== What to do ==
Write out the whole listing without a single alteration.
+++ Dataset records +++
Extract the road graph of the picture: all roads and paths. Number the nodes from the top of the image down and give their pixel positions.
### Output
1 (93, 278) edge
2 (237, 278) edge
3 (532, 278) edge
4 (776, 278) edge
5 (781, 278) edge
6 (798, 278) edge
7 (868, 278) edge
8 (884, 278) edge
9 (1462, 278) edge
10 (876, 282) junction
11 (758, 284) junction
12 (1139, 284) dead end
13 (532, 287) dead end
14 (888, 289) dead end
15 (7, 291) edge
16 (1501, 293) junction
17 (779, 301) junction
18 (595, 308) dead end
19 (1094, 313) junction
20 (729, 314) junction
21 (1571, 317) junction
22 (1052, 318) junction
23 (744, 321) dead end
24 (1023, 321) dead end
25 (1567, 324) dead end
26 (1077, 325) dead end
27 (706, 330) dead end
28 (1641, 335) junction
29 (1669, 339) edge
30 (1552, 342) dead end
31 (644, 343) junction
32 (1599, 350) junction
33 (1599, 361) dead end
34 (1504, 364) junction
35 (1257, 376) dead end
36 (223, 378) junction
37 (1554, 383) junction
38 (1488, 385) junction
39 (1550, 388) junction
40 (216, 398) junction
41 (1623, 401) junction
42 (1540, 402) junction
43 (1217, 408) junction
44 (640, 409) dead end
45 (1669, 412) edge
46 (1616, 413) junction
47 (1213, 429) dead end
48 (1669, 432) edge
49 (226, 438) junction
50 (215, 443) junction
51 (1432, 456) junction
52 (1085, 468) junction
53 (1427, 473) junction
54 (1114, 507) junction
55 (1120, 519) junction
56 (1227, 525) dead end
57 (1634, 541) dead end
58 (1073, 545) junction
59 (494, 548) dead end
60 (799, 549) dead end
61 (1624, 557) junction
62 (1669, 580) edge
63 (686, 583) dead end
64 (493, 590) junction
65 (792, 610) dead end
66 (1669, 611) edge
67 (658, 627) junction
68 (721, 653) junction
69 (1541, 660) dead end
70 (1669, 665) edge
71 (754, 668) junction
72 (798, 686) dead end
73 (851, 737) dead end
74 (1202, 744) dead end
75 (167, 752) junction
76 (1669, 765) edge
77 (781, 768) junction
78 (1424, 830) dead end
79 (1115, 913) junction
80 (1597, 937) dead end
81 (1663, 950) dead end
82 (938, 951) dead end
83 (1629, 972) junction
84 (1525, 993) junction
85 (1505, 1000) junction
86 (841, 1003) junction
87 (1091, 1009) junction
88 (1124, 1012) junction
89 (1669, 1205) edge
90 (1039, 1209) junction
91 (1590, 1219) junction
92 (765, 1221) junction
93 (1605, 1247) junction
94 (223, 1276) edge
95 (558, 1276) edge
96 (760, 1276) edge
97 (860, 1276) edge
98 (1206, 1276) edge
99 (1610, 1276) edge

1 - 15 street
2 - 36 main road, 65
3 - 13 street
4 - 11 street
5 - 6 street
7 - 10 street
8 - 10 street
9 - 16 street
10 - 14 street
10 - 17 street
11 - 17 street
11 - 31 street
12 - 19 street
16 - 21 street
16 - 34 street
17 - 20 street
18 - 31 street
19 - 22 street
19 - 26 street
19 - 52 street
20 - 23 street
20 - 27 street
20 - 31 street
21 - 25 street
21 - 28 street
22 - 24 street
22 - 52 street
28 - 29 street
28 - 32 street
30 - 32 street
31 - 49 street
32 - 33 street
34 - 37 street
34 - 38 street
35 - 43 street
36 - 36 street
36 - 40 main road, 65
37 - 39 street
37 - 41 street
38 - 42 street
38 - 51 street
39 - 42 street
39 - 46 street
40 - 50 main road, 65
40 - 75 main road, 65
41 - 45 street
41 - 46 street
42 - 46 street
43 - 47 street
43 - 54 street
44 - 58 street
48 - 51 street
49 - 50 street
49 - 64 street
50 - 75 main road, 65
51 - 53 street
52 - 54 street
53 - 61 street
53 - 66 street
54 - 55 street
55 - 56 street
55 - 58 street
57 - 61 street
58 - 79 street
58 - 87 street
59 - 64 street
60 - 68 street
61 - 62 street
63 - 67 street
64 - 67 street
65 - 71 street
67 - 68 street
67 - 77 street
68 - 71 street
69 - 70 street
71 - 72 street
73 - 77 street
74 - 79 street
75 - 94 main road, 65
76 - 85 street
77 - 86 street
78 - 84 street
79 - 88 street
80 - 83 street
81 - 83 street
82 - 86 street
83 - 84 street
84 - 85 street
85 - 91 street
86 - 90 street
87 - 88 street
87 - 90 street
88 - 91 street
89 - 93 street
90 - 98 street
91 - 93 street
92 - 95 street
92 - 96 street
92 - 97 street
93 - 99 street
+++
== Result for this task ==
Extract the road graph of the picture: all roads and paths. Number the nodes from the top of the image down and give their pixel positions.
### Output
1 (93, 278) edge
2 (237, 278) edge
3 (532, 278) edge
4 (776, 278) edge
5 (781, 278) edge
6 (798, 278) edge
7 (868, 278) edge
8 (884, 278) edge
9 (1462, 278) edge
10 (876, 282) junction
11 (758, 284) junction
12 (1139, 284) dead end
13 (532, 287) dead end
14 (888, 289) dead end
15 (7, 291) edge
16 (1501, 293) junction
17 (779, 301) junction
18 (595, 308) dead end
19 (1094, 313) junction
20 (729, 314) junction
21 (1571, 317) junction
22 (1052, 318) junction
23 (744, 321) dead end
24 (1023, 321) dead end
25 (1567, 324) dead end
26 (1077, 325) dead end
27 (706, 330) dead end
28 (1641, 335) junction
29 (1669, 339) edge
30 (1552, 342) dead end
31 (644, 343) junction
32 (1599, 350) junction
33 (1599, 361) dead end
34 (1504, 364) junction
35 (1257, 376) dead end
36 (223, 378) junction
37 (1554, 383) junction
38 (1488, 385) junction
39 (1550, 388) junction
40 (216, 398) junction
41 (1623, 401) junction
42 (1540, 402) junction
43 (1217, 408) junction
44 (640, 409) dead end
45 (1669, 412) edge
46 (1616, 413) junction
47 (1213, 429) dead end
48 (1669, 432) edge
49 (226, 438) junction
50 (215, 443) junction
51 (1432, 456) junction
52 (1085, 468) junction
53 (1427, 473) junction
54 (1114, 507) junction
55 (1120, 519) junction
56 (1227, 525) dead end
57 (1634, 541) dead end
58 (1073, 545) junction
59 (494, 548) dead end
60 (799, 549) dead end
61 (1624, 557) junction
62 (1669, 580) edge
63 (686, 583) dead end
64 (493, 590) junction
65 (792, 610) dead end
66 (1669, 611) edge
67 (658, 627) junction
68 (721, 653) junction
69 (1541, 660) dead end
70 (1669, 665) edge
71 (754, 668) junction
72 (798, 686) dead end
73 (851, 737) dead end
74 (1202, 744) dead end
75 (167, 752) junction
76 (1669, 765) edge
77 (781, 768) junction
78 (1424, 830) dead end
79 (1115, 913) junction
80 (1597, 937) dead end
81 (1663, 950) dead end
82 (938, 951) dead end
83 (1629, 972) junction
84 (1525, 993) junction
85 (1505, 1000) junction
86 (841, 1003) junction
87 (1091, 1009) junction
88 (1124, 1012) junction
89 (1669, 1205) edge
90 (1039, 1209) junction
91 (1590, 1219) junction
92 (765, 1221) junction
93 (1605, 1247) junction
94 (223, 1276) edge
95 (558, 1276) edge
96 (760, 1276) edge
97 (860, 1276) edge
98 (1206, 1276) edge
99 (1610, 1276) edge

1 - 15 street
2 - 36 main road, 65
3 - 13 street
4 - 11 street
5 - 6 street
7 - 10 street
8 - 10 street
9 - 16 street
10 - 14 street
10 - 17 street
11 - 17 street
11 - 31 street
12 - 19 street
16 - 21 street
16 - 34 street
17 - 20 street
18 - 31 street
19 - 22 street
19 - 26 street
19 - 52 street
20 - 23 street
20 - 27 street
20 - 31 street
21 - 25 street
21 - 28 street
22 - 24 street
22 - 52 street
28 - 29 street
28 - 32 street
30 - 32 street
31 - 49 street
32 - 33 street
34 - 37 street
34 - 38 street
35 - 43 street
36 - 36 street
36 - 40 main road, 65
37 - 39 street
37 - 41 street
38 - 42 street
38 - 51 street
39 - 42 street
39 - 46 street
40 - 50 main road, 65
40 - 75 main road, 65
41 - 45 street
41 - 46 street
42 - 46 street
43 - 47 street
43 - 54 street
44 - 58 street
48 - 51 street
49 - 50 street
49 - 64 street
50 - 75 main road, 65
51 - 53 street
52 - 54 street
53 - 61 street
53 - 66 street
54 - 55 street
55 - 56 street
55 - 58 street
57 - 61 street
58 - 79 street
58 - 87 street
59 - 64 street
60 - 68 street
61 - 62 street
63 - 67 street
64 - 67 street
65 - 71 street
67 - 68 street
67 - 77 street
68 - 71 street
69 - 70 street
71 - 72 street
73 - 77 street
74 - 79 street
75 - 94 main road, 65
76 - 85 street
77 - 86 street
78 - 84 street
79 - 88 street
80 - 83 street
81 - 83 street
82 - 86 street
83 - 84 street
84 - 85 street
85 - 91 street
86 - 90 street
87 - 88 street
87 - 90 street
88 - 91 street
89 - 93 street
90 - 98 street
91 - 93 street
92 - 95 street
92 - 96 street
92 - 97 street
93 - 99 street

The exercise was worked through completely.